How I see parameters is this:
1) Documented parameters
2) Undocumented parameters
3) Undocumented parameters that are documented in MOS (and sanctioned for *specific* use)
With even #1 – fully documented parameters, one should still do the thinking and research first.
No-one should use #2 – completely undocumented parameters in production. If it seems that setting one is needed, then everything should go through a MOS SR, until a better solution is found or Support sanctions use of this parameter (in writing)
#3 – MOS-documented undocumented parameters are sort of a "cache" of #2 parameters, so if a customer hits a known problem with a known workaround, this saves them days or weeks of SR work (and business impact!)

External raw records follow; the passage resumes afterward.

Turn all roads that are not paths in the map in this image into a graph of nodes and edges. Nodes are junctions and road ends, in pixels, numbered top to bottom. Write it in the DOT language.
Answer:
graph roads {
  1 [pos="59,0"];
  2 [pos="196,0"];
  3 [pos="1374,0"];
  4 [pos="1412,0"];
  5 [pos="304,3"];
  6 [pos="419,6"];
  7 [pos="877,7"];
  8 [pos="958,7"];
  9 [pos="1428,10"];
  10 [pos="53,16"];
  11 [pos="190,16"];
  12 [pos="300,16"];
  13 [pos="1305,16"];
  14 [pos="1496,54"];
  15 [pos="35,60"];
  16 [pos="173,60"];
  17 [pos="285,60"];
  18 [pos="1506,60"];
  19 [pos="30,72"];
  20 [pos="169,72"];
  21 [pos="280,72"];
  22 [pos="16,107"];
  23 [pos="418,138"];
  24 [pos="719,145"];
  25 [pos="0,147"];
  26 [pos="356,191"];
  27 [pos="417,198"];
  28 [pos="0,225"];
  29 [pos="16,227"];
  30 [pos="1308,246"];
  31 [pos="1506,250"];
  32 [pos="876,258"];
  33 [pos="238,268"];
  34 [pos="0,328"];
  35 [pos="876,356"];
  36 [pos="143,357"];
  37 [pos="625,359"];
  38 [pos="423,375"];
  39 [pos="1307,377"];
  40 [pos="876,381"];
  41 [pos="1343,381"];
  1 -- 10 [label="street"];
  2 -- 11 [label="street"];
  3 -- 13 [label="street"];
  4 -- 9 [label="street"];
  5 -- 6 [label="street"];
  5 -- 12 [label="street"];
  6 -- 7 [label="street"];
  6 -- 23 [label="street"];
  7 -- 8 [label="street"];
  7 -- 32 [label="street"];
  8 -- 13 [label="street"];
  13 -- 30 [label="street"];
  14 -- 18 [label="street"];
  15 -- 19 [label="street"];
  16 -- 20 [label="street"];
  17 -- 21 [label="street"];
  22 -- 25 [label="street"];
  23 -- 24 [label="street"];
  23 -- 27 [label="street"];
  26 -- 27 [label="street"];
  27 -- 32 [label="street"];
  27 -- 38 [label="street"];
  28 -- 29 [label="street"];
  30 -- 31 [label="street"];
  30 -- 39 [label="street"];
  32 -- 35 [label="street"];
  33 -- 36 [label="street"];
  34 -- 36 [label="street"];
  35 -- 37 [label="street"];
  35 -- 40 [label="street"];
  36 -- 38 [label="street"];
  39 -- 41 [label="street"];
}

And once again, regardless of where and how a parameter is documented, one should always find out first what the root cause of their problem is – and then also be able to reason why the particular parameter (or patch) would avoid hitting this root cause again.
So, thanks for these articles, despite potential internal controversy – when used correctly, this stuff is super-helpful to many customers out there.
Great posts on Oracle 12c. I did several upgrades from 220.127.116.11 to 18.104.22.168 using DBUA. In some cases, the new 12c spfile was modified to include almost 200 undoc parameters that were not in the 11g spfile. Odd thing, it did not happen in every case of a database upgrade, just a couple times. Have you seen/heard of this before? is it expected behaviour? (Yes, i have an Oracle SR opened, but they are not being very helpful!)
Never seen such behavior before – can you please mail (or post) the SR number so I can have a look?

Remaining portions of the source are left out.